Ran Deep in the "poor man's" $10k last night on B. nearly 1300 runners. I had quite a stack early, but called off twice against players with 12-13 BB with 88 (ran into KK) and AJ (ran into AK). I was conflicted by my coaches insistence that I make more of these calls and the "feel" of where I was in what I call the "middle aged man" stage of the MTT where the 10-20BB stacks play too tight. I made both these calls and lost, then as a short stack won Ax vs. a big pair and AK vs. QQ to build back up from 7 BB to 36 BB. In the end, I caught a BB making a "stack size" decision to shove on me, thinking I couldn't call (I raised from the cutoff). Live I would have folded. Here, instead of folding I tanked for a while and decided that unless I really see something I need to call here with AJs. He shows 8c6c and immediately flops 2 pair. GG me. BUT, that is a GREAT WAY to go out 98th. Sure it was disappointing, but only as measured by the result. The play was correct.

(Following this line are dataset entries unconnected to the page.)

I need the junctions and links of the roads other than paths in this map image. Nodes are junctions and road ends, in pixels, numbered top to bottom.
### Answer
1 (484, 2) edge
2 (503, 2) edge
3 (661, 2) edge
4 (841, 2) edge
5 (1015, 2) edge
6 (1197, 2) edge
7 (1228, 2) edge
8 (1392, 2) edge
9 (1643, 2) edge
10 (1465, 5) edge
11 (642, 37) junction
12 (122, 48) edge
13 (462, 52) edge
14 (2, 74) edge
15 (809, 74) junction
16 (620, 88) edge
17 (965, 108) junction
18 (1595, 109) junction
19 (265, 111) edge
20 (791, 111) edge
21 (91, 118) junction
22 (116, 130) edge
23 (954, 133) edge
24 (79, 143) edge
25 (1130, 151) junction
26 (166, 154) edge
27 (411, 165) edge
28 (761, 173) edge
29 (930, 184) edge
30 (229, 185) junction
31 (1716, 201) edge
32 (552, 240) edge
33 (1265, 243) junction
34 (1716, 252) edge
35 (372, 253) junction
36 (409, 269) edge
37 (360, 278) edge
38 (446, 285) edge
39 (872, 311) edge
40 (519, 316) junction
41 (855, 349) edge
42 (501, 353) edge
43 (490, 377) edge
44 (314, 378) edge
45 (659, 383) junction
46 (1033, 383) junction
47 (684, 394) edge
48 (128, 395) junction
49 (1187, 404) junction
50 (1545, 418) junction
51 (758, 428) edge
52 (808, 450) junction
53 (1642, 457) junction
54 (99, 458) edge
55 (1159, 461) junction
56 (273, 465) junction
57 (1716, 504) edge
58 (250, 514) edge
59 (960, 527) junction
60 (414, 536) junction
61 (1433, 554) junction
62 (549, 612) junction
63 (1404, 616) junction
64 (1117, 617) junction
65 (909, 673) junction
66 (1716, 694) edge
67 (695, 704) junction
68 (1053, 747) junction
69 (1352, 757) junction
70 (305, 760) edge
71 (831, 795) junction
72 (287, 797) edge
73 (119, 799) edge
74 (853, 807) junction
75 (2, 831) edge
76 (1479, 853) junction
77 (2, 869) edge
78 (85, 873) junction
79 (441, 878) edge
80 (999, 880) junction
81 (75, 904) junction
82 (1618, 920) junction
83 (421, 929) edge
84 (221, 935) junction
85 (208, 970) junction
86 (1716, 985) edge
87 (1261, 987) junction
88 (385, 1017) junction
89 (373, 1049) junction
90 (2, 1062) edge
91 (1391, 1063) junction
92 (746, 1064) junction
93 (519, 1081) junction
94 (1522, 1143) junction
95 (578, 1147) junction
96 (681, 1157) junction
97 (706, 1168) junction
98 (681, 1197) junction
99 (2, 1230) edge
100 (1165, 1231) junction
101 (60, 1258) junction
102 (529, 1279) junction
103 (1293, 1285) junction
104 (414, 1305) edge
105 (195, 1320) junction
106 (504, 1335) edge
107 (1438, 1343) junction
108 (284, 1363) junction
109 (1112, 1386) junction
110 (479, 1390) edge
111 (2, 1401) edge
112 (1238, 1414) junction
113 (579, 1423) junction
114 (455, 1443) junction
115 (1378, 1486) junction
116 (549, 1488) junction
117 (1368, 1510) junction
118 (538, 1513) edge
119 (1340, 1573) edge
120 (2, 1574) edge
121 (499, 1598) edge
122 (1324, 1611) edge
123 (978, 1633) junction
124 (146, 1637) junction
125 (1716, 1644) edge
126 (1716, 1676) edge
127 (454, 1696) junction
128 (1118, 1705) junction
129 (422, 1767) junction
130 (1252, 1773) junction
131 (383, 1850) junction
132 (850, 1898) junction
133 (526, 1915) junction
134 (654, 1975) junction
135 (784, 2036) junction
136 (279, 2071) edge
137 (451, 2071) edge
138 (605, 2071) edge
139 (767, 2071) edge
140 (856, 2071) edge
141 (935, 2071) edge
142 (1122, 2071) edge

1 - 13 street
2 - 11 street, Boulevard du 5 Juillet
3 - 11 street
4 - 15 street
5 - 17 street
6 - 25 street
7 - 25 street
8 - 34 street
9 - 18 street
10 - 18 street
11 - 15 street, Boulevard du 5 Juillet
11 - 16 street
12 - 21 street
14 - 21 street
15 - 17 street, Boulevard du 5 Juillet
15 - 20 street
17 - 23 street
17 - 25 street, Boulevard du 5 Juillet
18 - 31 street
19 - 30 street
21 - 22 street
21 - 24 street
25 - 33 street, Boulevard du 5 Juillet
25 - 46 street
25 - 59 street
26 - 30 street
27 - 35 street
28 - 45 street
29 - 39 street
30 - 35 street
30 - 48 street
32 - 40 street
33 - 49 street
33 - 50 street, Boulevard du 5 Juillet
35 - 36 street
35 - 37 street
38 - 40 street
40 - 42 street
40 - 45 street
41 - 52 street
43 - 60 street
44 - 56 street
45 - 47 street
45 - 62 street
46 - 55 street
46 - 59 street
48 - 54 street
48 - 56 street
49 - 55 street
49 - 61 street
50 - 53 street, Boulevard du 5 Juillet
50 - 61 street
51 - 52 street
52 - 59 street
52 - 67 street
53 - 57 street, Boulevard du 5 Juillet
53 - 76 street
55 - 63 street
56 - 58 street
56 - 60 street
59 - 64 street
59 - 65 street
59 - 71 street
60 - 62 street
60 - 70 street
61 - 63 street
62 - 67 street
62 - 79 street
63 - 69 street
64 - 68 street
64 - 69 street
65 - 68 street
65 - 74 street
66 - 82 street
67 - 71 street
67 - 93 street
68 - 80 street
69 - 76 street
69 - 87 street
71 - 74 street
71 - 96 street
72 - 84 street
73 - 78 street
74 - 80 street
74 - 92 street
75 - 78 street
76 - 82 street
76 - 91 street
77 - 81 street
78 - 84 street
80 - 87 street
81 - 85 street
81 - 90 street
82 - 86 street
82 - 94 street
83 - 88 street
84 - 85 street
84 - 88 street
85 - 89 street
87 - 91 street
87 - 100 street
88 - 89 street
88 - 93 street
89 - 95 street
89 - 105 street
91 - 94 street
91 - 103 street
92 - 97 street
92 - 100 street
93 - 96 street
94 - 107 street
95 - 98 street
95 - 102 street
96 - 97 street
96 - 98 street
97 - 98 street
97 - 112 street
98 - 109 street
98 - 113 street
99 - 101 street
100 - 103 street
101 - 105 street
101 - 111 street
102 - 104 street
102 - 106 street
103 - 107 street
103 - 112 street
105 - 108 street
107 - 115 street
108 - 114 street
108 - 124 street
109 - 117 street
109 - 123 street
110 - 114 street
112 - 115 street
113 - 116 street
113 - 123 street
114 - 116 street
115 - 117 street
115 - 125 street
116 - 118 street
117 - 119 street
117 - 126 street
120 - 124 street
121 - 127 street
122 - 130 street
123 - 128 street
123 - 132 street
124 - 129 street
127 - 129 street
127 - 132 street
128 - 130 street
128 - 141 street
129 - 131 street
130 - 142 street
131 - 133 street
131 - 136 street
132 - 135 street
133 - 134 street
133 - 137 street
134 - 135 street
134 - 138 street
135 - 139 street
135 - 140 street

There is much to digest in retrospect, but I recall watching those old WSOPs from the 20th century :) and they would always note the giant stacks spewing because they "could not change gears". I now realize what BS that was. It's not about changing "gears". It's about having a feel for the "leg" of the MTT at that moment at that table with that villain and knowing if its appropriate to call off light. What I have LEARNED is that the default should be YES, which can be modified to NO if you have a healthy stack and you get the feeling his range is narrow. This is the opposite of my previous thinking, where the default answer was NO unless I was 80% sure I was ahead. Big difference.
And how does the difference manifest itself? Less min-cashes. Ok, last night WAS a min cash. But I played to WIN.